Plus précisément, la Convention veut ramener de 138 à 123 grammes de CO2/km le seuil d’émission de CO2 passible d’une surtaxe. Tout en supprimant le plafond du malus pour les véhicules émettant plus de 212 grammes. Ce n’est pas tout. Les citoyens tirés au sort devenus en quelques semaines des experts de la transition par la grâce d’une formation accélérée prodiguée par de nombreuses associations «bien intentionnées» entendent ajouter une autre taxe, en fonction cette fois du poids des véhicules. Avec un abattement prévu tout de même pour les familles nombreuses.
Même les modèles électriques d’entrée de gamme seraient touchés
Cela reviendrait selon les différents calculs effectués à ponctionner l’an prochain 4,4 milliards d’euros supplémentaires sur la vente d’automobiles, à savoir 3,2 milliards via le nouveau malus sur le CO2 et 1,2 milliard provenant de la nouvelle taxe sur le poids. Le montant des recettes a été calculé par les ministères de la Transition écologique et celui de l’Economie et des finances.

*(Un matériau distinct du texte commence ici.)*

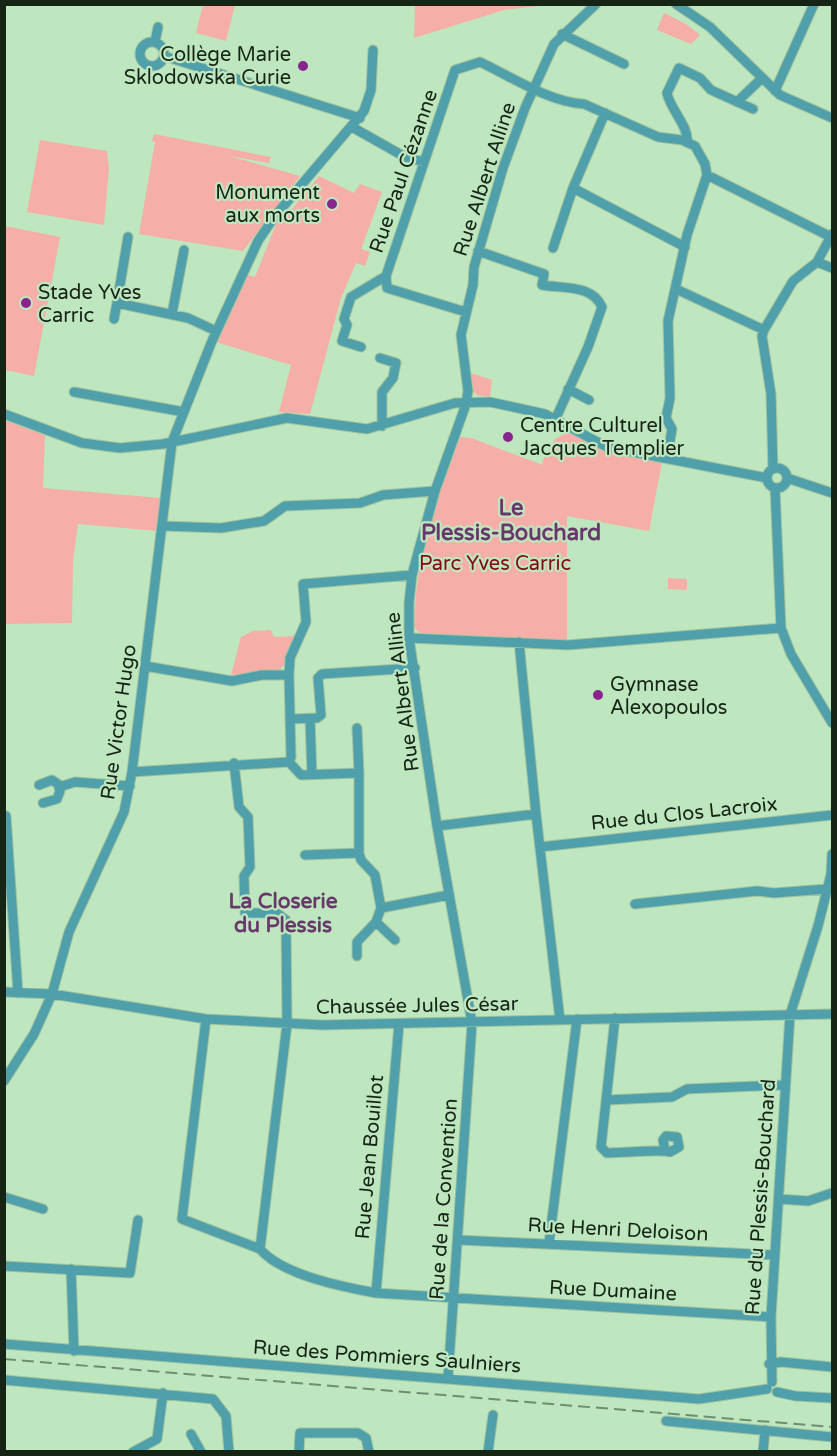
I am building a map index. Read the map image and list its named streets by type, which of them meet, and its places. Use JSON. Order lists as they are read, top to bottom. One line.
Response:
{"streets":{"street":["Rue Paul Cézanne","Rue Albert Alline","Rue Victor Hugo","Rue du Clos Lacroix","Chaussée Jules César","Rue Jean Bouillot","Rue du Plessis-Bouchard","Rue de la Convention","Rue Henri Deloison","Rue Dumaine","Rue des Pommiers Saulniers"]},"crossings":[["Rue Paul Cézanne","Rue Albert Alline"],["Rue Albert Alline","Chaussée Jules César"],["Rue Albert Alline","Rue de la Convention"],["Rue Victor Hugo","Chaussée Jules César"],["Chaussée Jules César","Rue Jean Bouillot"],["Chaussée Jules César","Rue du Plessis-Bouchard"],["Chaussée Jules César","Rue de la Convention"],["Chaussée Jules César","Rue Dumaine"],["Rue Jean Bouillot","Rue Dumaine"],["Rue du Plessis-Bouchard","Rue Henri Deloison"],["Rue du Plessis-Bouchard","Rue Dumaine"],["Rue du Plessis-Bouchard","Rue des Pommiers Saulniers"],["Rue de la Convention","Rue Henri Deloison"],["Rue de la Convention","Rue Dumaine"],["Rue de la Convention","Rue des Pommiers Saulniers"]],"districts":["Le Plessis-Bouchard","La Closerie du Plessis"],"parks":["Parc Yves Carric"],"places":["Collège Marie Sklodowska Curie","Monument aux morts","Stade Yves Carric","Centre Culturel Jacques Templier","Gymnase Alexopoulos"]}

Et il ne faut pas croire que seuls les gros SUV seraient pénalisés. La taxation supplémentaire des véhicules commencerait à partir de 1,4 tonne… et toucherait fortement les voitures de cœur de gamme. En application de ce malus, une Porsche Cayenne de 1.985 kilos serait pénalisée d’un malus de 5.850 euros. Mais une Peugeot 5008 hybride rechargeable pesant 1.853 kilos serait elle aussi pénalisée d’un malus s’élevant à 4.530 euros. Elle bénéficie actuellement d’un bonus écologique à l’achat de 2.000 euros pour ses émissions de CO2 réduites. En suivant cette logique, une Renault Zoé 100% électrique pesant 1,5 tonne serait aussi sous le coup d’un malus au poids de 1.000 euros. Les batteries pèsent lourd…
Pour finir, le «en même temps» qui consiste à la fois à soutenir l’activité économique, l’emploi et la filière automobile et également à satisfaire les écologistes qui sont dans la détestation de l’automobile individuelle et veulent s’en débarrasser, est intenable et même absurde. La filière automobile a bénéficié fin mai d’un plan de soutien d’urgence des ventes de 8 milliards d’euros… A un moment donné, les contradictions deviennent insurmontables. Selon une formule célèbre de Pierre Mendès France, «gouverner c’est choisir».